(Collected data)
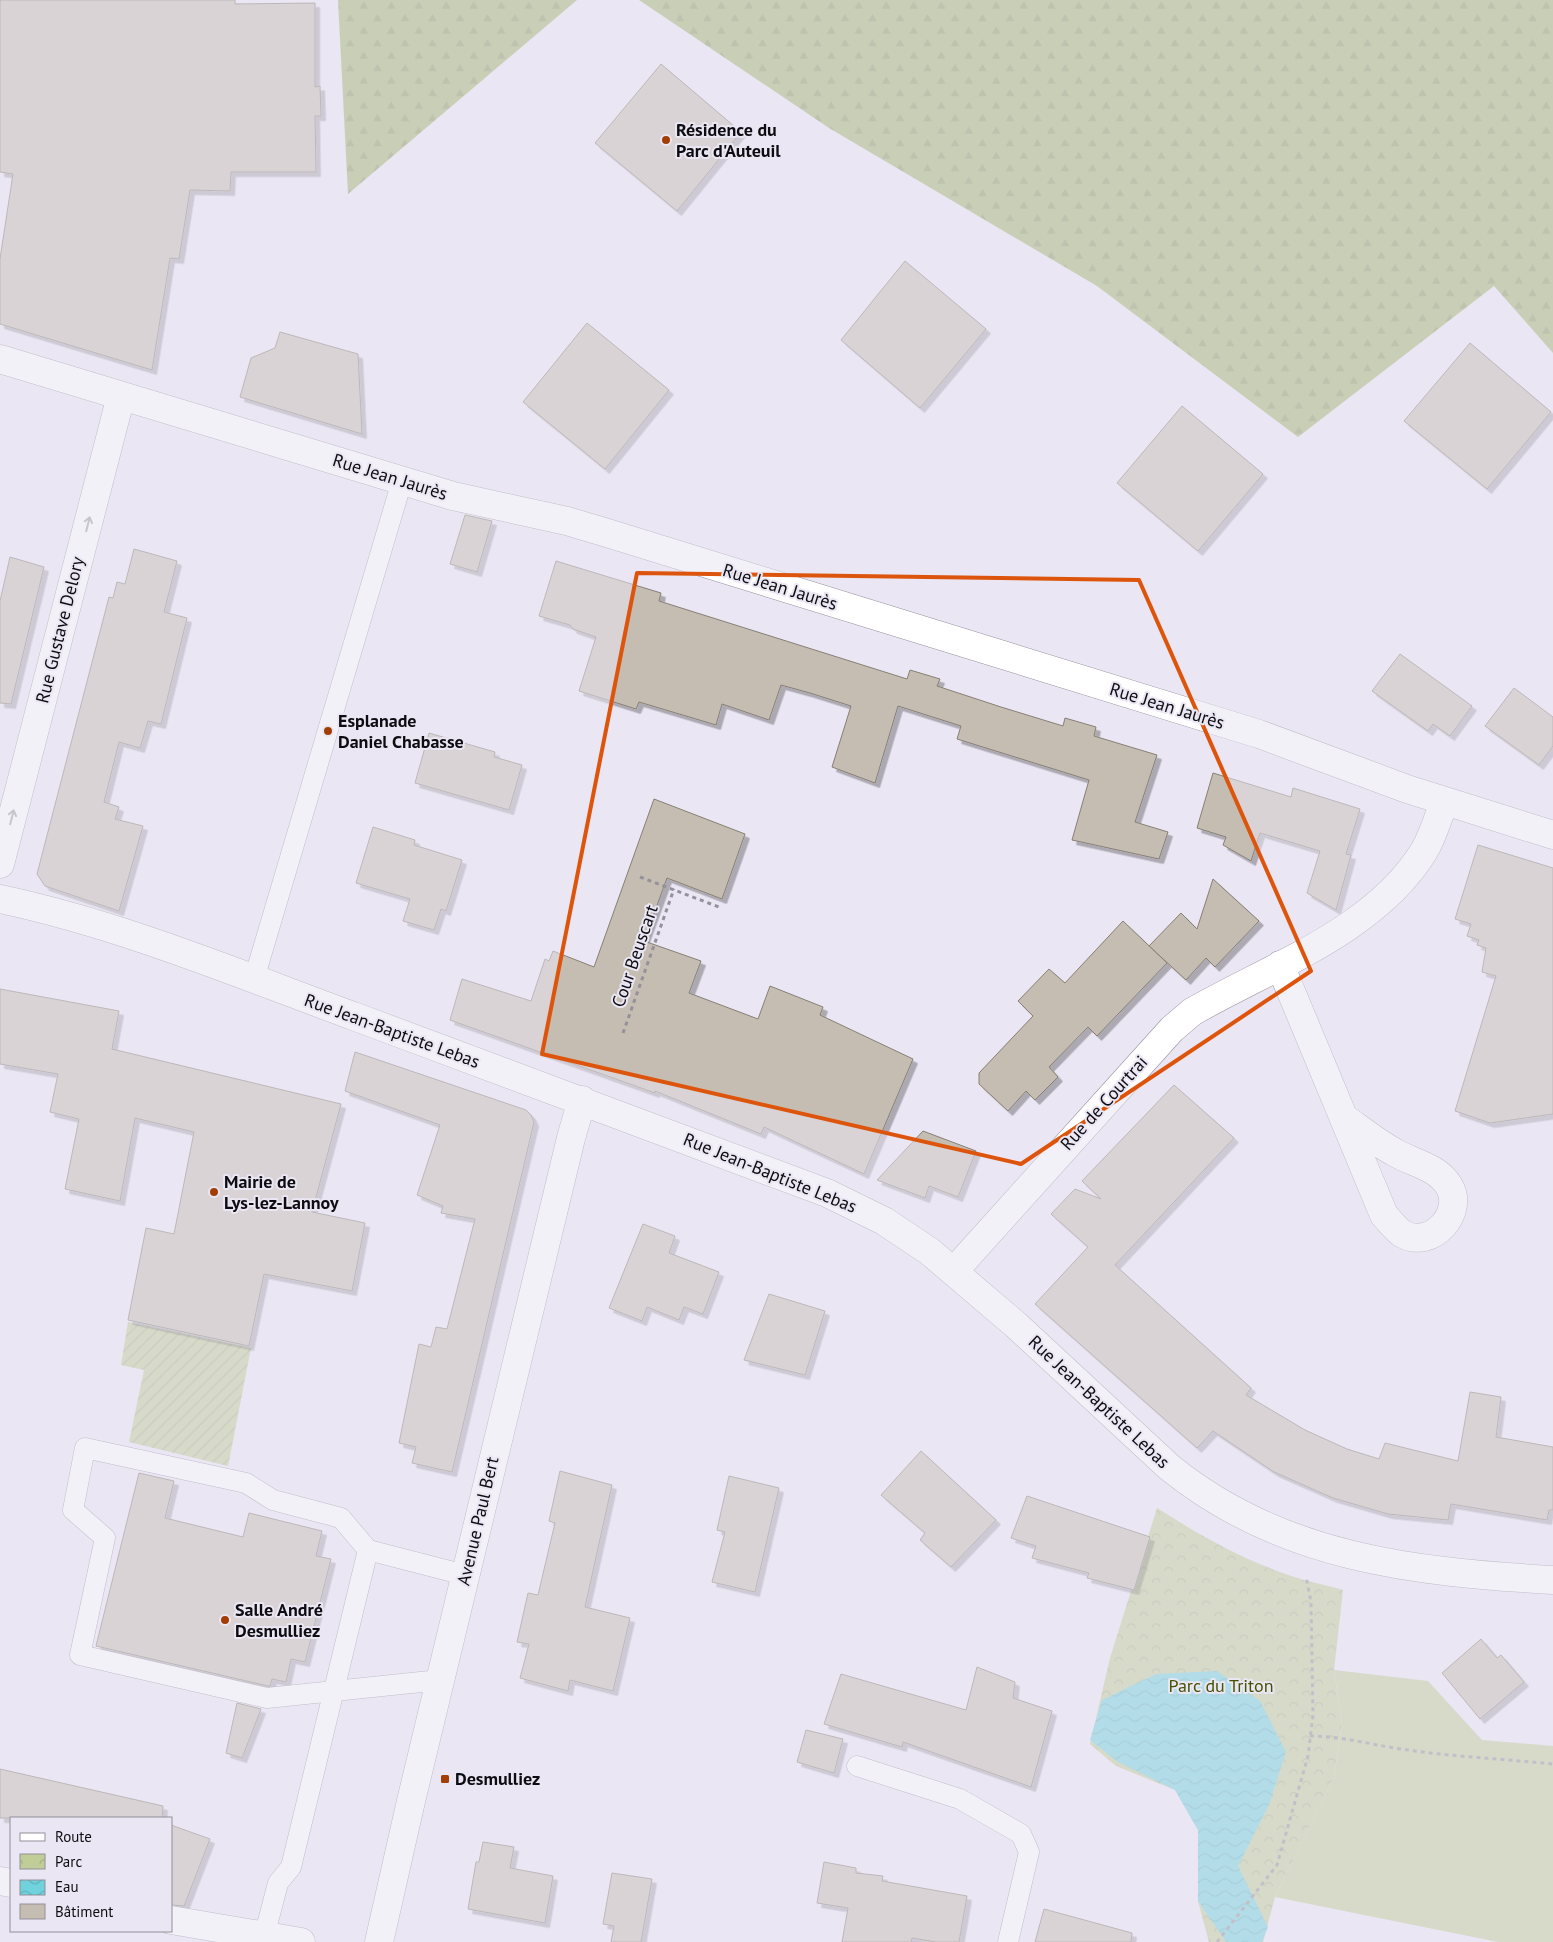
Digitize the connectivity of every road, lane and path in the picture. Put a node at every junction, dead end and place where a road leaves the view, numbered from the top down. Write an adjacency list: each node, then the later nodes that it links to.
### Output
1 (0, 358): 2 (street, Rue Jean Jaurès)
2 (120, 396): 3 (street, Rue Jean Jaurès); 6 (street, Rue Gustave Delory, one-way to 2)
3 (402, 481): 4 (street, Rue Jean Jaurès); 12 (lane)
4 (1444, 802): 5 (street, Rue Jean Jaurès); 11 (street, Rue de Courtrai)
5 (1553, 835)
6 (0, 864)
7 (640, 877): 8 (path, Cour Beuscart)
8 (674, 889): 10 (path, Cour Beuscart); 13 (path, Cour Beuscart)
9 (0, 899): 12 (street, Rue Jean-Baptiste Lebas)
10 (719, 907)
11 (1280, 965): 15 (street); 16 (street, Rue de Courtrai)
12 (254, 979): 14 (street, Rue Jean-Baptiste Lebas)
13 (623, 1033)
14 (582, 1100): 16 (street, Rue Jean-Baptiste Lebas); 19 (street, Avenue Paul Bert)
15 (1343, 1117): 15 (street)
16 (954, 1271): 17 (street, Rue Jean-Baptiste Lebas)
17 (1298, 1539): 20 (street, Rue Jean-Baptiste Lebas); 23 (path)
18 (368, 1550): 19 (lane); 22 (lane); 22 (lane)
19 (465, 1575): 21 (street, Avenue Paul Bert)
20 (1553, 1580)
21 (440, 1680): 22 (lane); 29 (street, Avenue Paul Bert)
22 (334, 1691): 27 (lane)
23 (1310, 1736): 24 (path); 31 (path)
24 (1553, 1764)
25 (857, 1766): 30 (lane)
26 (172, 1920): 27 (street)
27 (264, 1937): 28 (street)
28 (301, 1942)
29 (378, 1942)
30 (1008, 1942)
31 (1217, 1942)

## About this task
Every record above should reappear exactly, with the pictures gone.

## Task response
Digitize the connectivity of every road, lane and path in the picture. Put a node at every junction, dead end and place where a road leaves the view, numbered from the top down. Write an adjacency list: each node, then the later nodes that it links to.
### Output
1 (0, 358): 2 (street, Rue Jean Jaurès)
2 (120, 396): 3 (street, Rue Jean Jaurès); 6 (street, Rue Gustave Delory, one-way to 2)
3 (402, 481): 4 (street, Rue Jean Jaurès); 12 (lane)
4 (1444, 802): 5 (street, Rue Jean Jaurès); 11 (street, Rue de Courtrai)
5 (1553, 835)
6 (0, 864)
7 (640, 877): 8 (path, Cour Beuscart)
8 (674, 889): 10 (path, Cour Beuscart); 13 (path, Cour Beuscart)
9 (0, 899): 12 (street, Rue Jean-Baptiste Lebas)
10 (719, 907)
11 (1280, 965): 15 (street); 16 (street, Rue de Courtrai)
12 (254, 979): 14 (street, Rue Jean-Baptiste Lebas)
13 (623, 1033)
14 (582, 1100): 16 (street, Rue Jean-Baptiste Lebas); 19 (street, Avenue Paul Bert)
15 (1343, 1117): 15 (street)
16 (954, 1271): 17 (street, Rue Jean-Baptiste Lebas)
17 (1298, 1539): 20 (street, Rue Jean-Baptiste Lebas); 23 (path)
18 (368, 1550): 19 (lane); 22 (lane); 22 (lane)
19 (465, 1575): 21 (street, Avenue Paul Bert)
20 (1553, 1580)
21 (440, 1680): 22 (lane); 29 (street, Avenue Paul Bert)
22 (334, 1691): 27 (lane)
23 (1310, 1736): 24 (path); 31 (path)
24 (1553, 1764)
25 (857, 1766): 30 (lane)
26 (172, 1920): 27 (street)
27 (264, 1937): 28 (street)
28 (301, 1942)
29 (378, 1942)
30 (1008, 1942)
31 (1217, 1942)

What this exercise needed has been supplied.